An important strength of this study is that the foot examinations were conducted using a validated foot evaluation tool for specific, common foot disorders. Additionally, the study is community-based and includes large numbers of African American and Caucasian men and women, thus allowing for racial comparisons in a sample that may be more representative of adults 50 years of age and older than those in clinic-based studies. To date and to our knowledge, this is the largest study that has assessed the relation between common foot disorders or types and race. Our study is limited by several factors, however. Foot radiographs, which are useful for confirming the presence of structural disorders like hallux valgus, were not obtained in this study. Foot biomechanics data, which may confirm pes planus/ cavus foot types and pronatory/supinatory foot movement patterns, were collected but not fully analyzed at the time of this report and will be examined in future studies. Information on possible genetic influences, effects from various shoe wear worn at different ages across the lifespan, multi-joint osteoarthritis, and occupational factors were not considered in these analyses. However, these aspects that might affect the relation between foot disorders and race are planned to be the topics of future studies as these data become available since they may help explain racial differences that we observed in this study.
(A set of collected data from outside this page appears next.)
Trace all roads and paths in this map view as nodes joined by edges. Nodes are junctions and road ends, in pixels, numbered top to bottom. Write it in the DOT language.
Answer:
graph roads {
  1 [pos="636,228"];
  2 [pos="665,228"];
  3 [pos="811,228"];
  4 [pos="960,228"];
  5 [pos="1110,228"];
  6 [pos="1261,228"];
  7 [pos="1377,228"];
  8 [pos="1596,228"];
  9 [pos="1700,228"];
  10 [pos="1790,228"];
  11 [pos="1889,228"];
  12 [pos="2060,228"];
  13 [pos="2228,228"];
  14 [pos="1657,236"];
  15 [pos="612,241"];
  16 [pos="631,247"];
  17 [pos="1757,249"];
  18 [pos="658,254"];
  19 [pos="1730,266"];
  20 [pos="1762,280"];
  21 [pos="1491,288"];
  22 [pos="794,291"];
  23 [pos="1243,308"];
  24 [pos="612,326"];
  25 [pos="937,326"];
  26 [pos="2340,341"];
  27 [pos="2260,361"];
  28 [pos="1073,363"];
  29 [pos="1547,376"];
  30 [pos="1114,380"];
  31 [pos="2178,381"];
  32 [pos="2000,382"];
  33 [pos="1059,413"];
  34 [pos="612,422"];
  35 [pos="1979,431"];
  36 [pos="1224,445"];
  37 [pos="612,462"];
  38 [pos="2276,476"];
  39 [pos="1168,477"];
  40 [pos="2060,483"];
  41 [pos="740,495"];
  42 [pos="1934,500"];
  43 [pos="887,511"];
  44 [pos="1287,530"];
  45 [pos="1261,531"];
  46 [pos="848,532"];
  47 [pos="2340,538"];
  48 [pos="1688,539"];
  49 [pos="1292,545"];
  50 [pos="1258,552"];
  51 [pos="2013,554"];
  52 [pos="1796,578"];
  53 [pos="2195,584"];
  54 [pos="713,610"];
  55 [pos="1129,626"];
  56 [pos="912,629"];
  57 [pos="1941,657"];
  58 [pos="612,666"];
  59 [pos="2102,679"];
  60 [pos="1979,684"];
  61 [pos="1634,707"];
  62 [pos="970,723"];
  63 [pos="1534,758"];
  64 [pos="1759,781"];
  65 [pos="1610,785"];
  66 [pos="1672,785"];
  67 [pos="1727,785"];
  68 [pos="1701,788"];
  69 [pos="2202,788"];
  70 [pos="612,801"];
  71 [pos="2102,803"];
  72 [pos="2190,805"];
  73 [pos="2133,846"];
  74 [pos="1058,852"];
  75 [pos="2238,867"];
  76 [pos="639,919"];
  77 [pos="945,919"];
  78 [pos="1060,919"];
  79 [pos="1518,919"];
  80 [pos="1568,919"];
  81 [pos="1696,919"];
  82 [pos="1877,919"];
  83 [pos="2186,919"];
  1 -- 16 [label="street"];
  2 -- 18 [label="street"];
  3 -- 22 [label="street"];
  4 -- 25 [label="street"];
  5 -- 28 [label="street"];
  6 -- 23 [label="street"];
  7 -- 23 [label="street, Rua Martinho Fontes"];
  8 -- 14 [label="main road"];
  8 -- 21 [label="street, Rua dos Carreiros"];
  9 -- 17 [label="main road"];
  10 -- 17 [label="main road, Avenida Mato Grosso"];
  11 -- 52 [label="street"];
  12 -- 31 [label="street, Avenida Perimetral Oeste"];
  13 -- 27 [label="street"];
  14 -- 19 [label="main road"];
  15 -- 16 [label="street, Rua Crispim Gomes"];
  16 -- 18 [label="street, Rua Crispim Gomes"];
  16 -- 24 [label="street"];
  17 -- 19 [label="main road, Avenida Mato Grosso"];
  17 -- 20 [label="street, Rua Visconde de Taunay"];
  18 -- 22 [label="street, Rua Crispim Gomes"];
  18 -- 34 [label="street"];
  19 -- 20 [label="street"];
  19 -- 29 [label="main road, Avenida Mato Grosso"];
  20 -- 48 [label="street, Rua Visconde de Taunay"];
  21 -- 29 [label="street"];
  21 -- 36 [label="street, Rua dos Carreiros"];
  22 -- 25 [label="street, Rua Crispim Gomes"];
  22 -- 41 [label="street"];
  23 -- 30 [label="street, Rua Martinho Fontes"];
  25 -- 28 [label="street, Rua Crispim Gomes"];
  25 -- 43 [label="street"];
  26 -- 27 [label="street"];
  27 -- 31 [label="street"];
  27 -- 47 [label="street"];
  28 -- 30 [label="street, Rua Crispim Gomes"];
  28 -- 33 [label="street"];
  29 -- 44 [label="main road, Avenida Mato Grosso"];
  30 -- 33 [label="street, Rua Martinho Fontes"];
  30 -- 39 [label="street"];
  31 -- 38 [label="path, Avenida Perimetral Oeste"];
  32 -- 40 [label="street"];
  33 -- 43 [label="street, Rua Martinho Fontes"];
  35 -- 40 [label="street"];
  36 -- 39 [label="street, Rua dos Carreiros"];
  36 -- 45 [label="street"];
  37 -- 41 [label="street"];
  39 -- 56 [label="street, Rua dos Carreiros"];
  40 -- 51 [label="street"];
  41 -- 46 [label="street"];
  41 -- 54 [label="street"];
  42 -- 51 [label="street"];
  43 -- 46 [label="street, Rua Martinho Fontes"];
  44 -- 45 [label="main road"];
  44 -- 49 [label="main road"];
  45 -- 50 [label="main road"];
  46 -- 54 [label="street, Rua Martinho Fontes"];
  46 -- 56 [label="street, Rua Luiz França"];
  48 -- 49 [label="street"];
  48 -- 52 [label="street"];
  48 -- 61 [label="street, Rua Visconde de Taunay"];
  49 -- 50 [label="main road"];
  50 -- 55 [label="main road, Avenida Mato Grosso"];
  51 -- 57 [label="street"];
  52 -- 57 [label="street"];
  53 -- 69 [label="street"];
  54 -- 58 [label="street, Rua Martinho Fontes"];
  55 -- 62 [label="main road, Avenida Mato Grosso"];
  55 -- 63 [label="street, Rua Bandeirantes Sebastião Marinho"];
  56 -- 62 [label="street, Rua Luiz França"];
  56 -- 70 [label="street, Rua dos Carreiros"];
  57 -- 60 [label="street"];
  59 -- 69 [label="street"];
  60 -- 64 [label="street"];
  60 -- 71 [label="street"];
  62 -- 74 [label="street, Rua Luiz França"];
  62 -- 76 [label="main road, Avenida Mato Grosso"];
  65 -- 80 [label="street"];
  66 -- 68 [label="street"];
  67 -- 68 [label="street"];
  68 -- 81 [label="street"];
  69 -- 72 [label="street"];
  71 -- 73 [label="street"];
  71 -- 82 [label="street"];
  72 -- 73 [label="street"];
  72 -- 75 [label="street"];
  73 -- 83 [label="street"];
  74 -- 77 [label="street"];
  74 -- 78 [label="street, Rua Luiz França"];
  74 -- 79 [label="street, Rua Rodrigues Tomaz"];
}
In conclusion, the frequency of structural foot disorders and pes planus among adults 50 years of age and older is high, and in our community-based sample, certain foot disorders/types differed by race. Future research is needed to determine the etiology of these structural foot disorders/types in order to help explain the racial differences observed in this study. Understanding the origin of these foot disorders/types and their differences by race may inform prevention efforts as well as early intervention approaches, especially in important population subgroups.
Funding: Golightly: Arthritis and Immunology NIH T-32 Training Grant AR-07416, Arthritis Foundation Postdoctoral Fellowship; Hannan/Dufour/Jordan: Framingham Foot Biomechanics Study, NIAMS RO1 AR047853; Jordan: Centers for Disease and Prevention Control/Association of Schools of Public Health S043, S3486.
Competing Interests: The authors report no conflicts of interest in relation to this work.